The group of $k$-automorphisms of $k[[x,y]]$, $k$ is a field
Let $k$ be a field. Is the group of $k$-automorphisms of $k[[x,y]]$ known? ($k[[x,y]]$ is the ring of formal power series in two variables, see Wikipedia.)
A somewhat relevant question is this question, which deals with $k[[x]]$, with $k$ any commutative ring.
Thanks for any hints and comments.
It is simple to describe all automorphisms of $R=k[[x,y]]$ as a $k$-algebra. First, note that $R$ is a local ring with maximal ideal $m=(x,y)$, so any automorphism must map $m$ to itself and thus be continuous in the $m$-adic topology. Since $k[x,y]$ is dense in $R$ in the $m$-adic topology, this means that an automorphism is determined by where it sends $x$ and $y$. Moreover, given $f,g\in m$, there is a unique continuous $k$-algebra homomorphism $\varphi:R\to R$ such that $\varphi(x)=f$ and $\varphi(y)=g$ (given by "evaluating" power series by plugging in $f$ for $x$ and $g$ for $y$). So the only question is what conditions on $f$ and $g$ guarantee that this $\varphi$ is an automorphism.

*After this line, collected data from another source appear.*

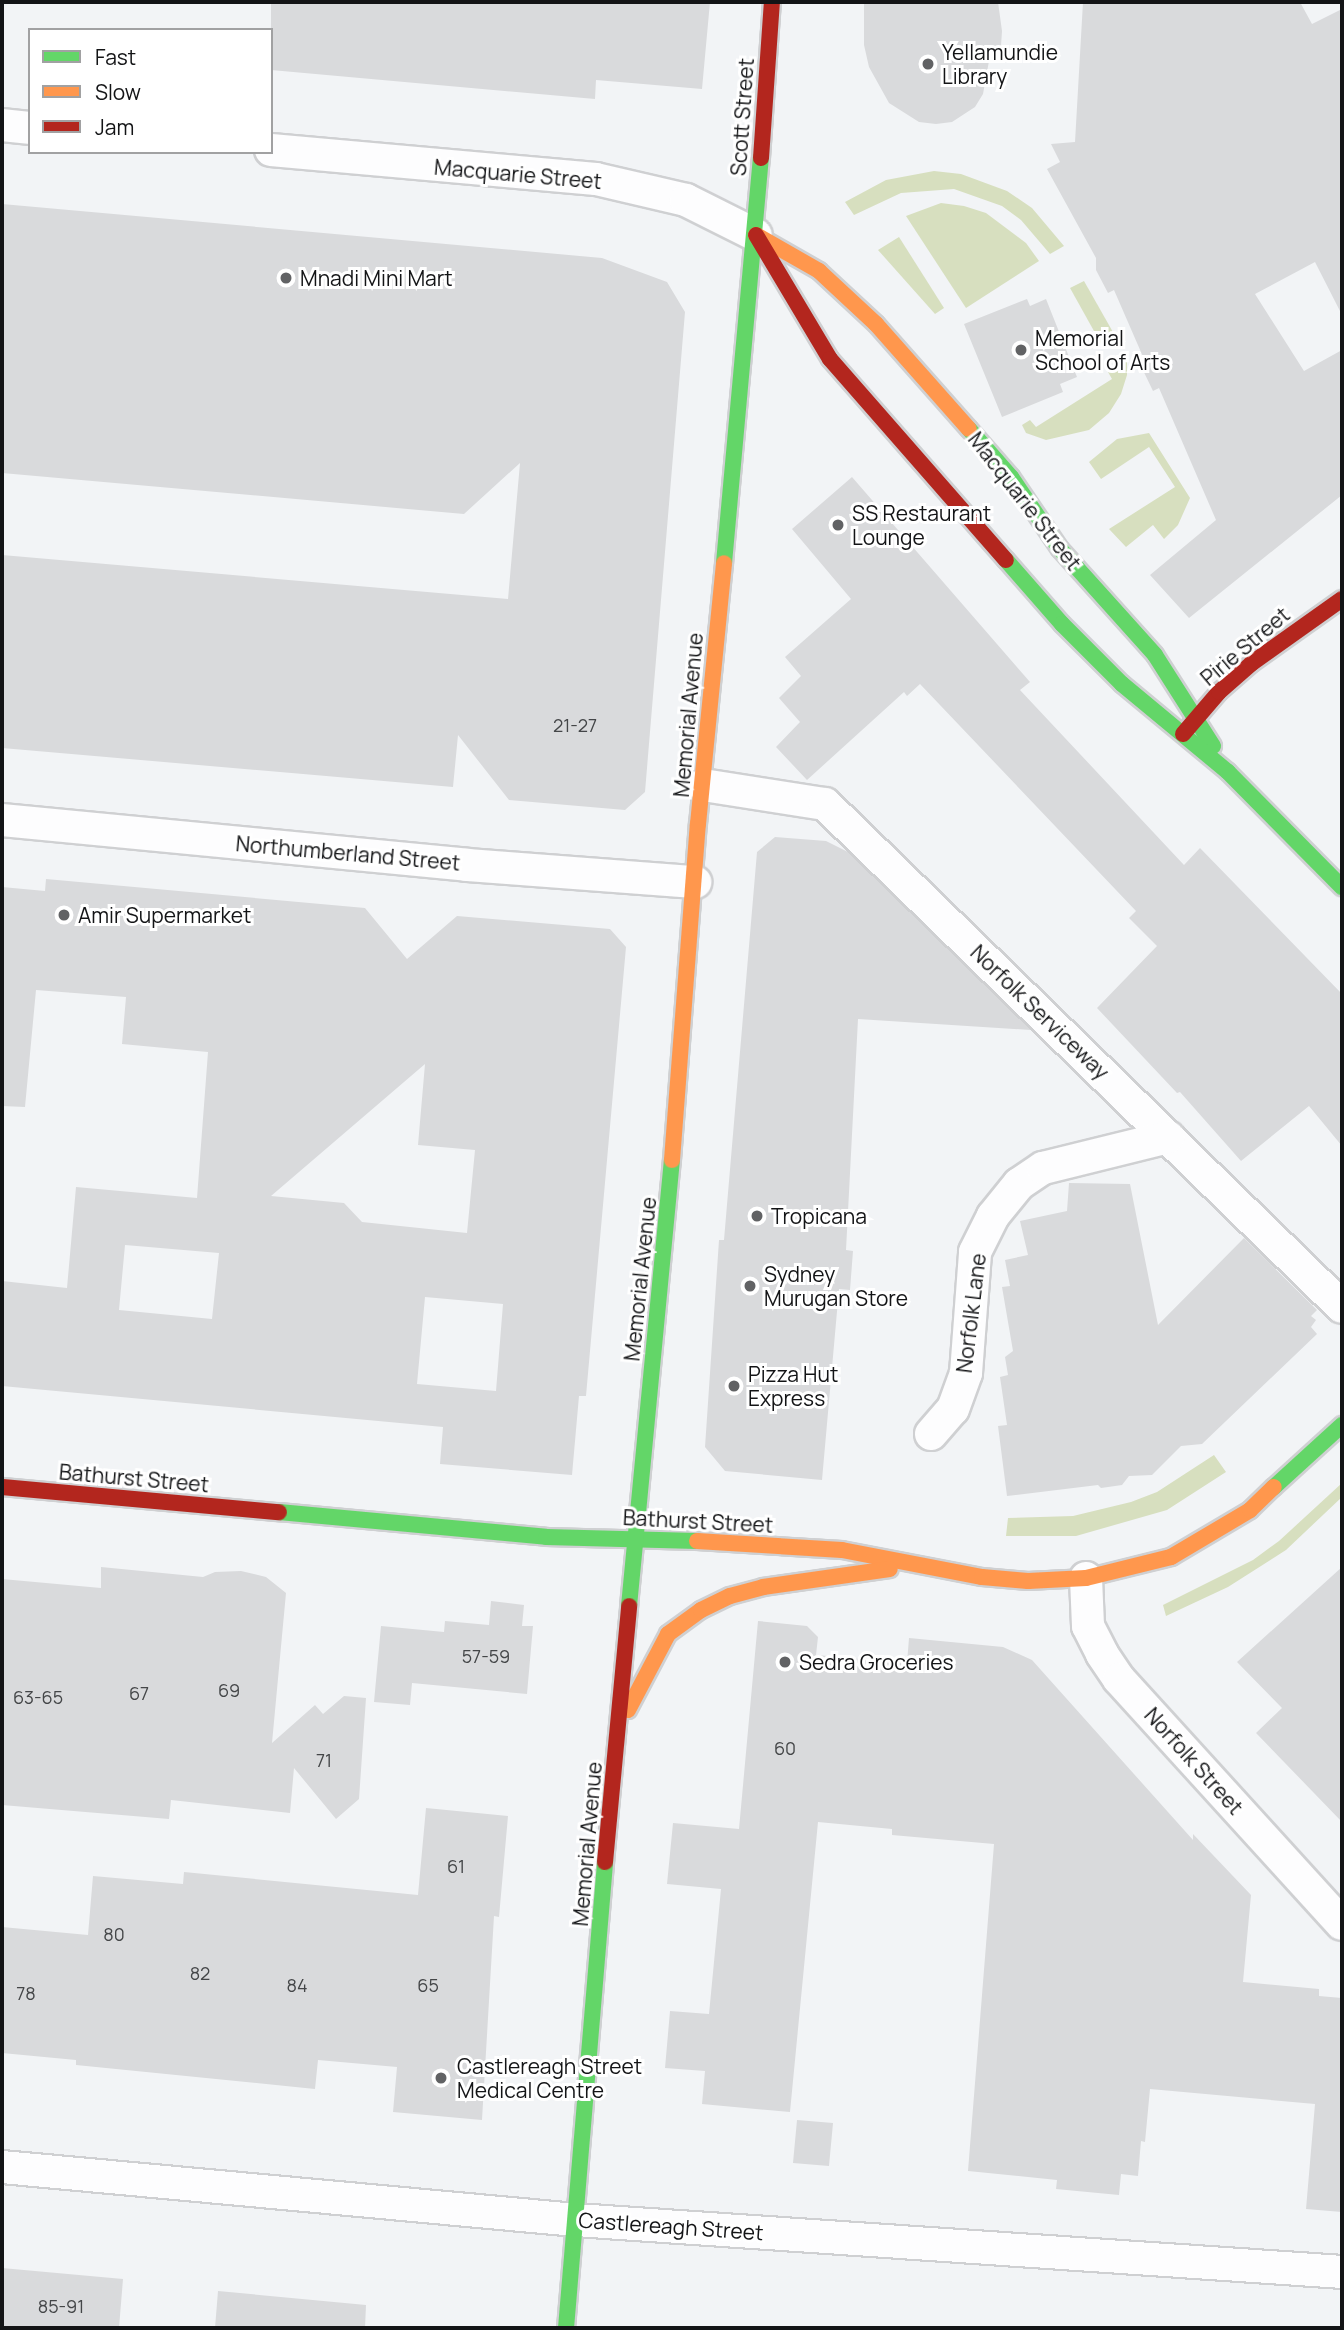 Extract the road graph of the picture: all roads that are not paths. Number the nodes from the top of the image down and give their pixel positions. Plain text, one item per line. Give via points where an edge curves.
1 (772, 2) edge
2 (2, 125) edge
3 (28, 128) edge
4 (273, 150) edge
5 (756, 235) junction
6 (1342, 599) edge
7 (1196, 718) junction
8 (1183, 734) junction
9 (1228, 772) junction
10 (703, 785) junction
11 (2, 820) edge
12 (695, 881) junction
13 (1342, 887) edge
14 (1168, 1137) junction
15 (1342, 1307) edge
16 (1342, 1425) edge
17 (932, 1434) dead end
18 (2, 1487) edge
19 (636, 1539) junction
20 (916, 1566) junction
21 (1086, 1578) junction
22 (617, 1736) junction
23 (1342, 1924) edge
24 (2, 2166) edge
25 (576, 2220) junction
26 (1342, 2272) edge
27 (566, 2328) edge

1 - 5 street, Scott Street
2 - 3 street
4 - 5 street, Macquarie Street via 596,179 686,200
5 - 7 street, Macquarie Street via 819,271 876,324 1011,477 1060,549 1155,655
5 - 8 street, Macquarie Street via 846,379 1062,624 1122,684
5 - 10 street, Memorial Avenue
6 - 7 street, Pirie Street via 1252,663
7 - 8 street, Pirie Street
7 - 9 street, Macquarie Street
8 - 9 street, Macquarie Street
9 - 13 street, Macquarie Street
10 - 12 street, Memorial Avenue
10 - 14 street, Norfolk Serviceway via 825,804
11 - 12 street, Northumberland Street
12 - 19 street, Memorial Avenue
14 - 15 street, Norfolk Serviceway
14 - 17 street, Norfolk Lane via 1043,1168 1018,1184 993,1216 975,1252 966,1373 953,1409
16 - 21 street, Bathurst Street via 1251,1510 1213,1535 1171,1557
18 - 19 street, Bathurst Street via 546,1537
19 - 20 street, Bathurst Street via 842,1550
19 - 22 street, Memorial Avenue
20 - 21 street, Bathurst Street via 1028,1581
20 - 22 street via 763,1587 701,1610 668,1634
21 - 23 street, Norfolk Street via 1088,1626 1119,1679
22 - 25 street, Memorial Avenue
24 - 25 street, Castlereagh Street
25 - 26 street, Castlereagh Street
25 - 27 street, Memorial Avenue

The answer is simple: you just need the images of $f$ and $g$ in the $k$-vector space $m/m^2$ to be linearly independent. Concretely, this just means that the linear homogeneous parts of $f$ and $g$ are linearly independent. Clearly this condition is necessary, since the images of $x$ and $y$ in $m/m^2$ are linearly independent. Conversely, if the linear homogeneous parts of $f$ and $g$ are linearly independent, it is easy to show $\varphi$ is surjective (for any homogeneous polynomial $p$ of degree $n$, you can find a homogeneous polynomial $q$ of degree $n$ such that $p$ is the degree $n$ part of $\varphi(q)$, and then you can use this to build a power series whose image under $\varphi$ has any desired value, one degree at a time). A surjective homomorphism from a Noetherian ring to itself is automatically injective, so it follows that $\varphi$ is an automorphism.
So automorphisms of $R$ are in bijection with pairs of power series with no constant term whose linear parts are linearly independent. Beware that the group operation is very complicated from this description--to compose two automorphisms, you need to compose the power series (that is, substitute the power series of one automorphism for the variables $x$ and $y$ in the power series of the other automorphism).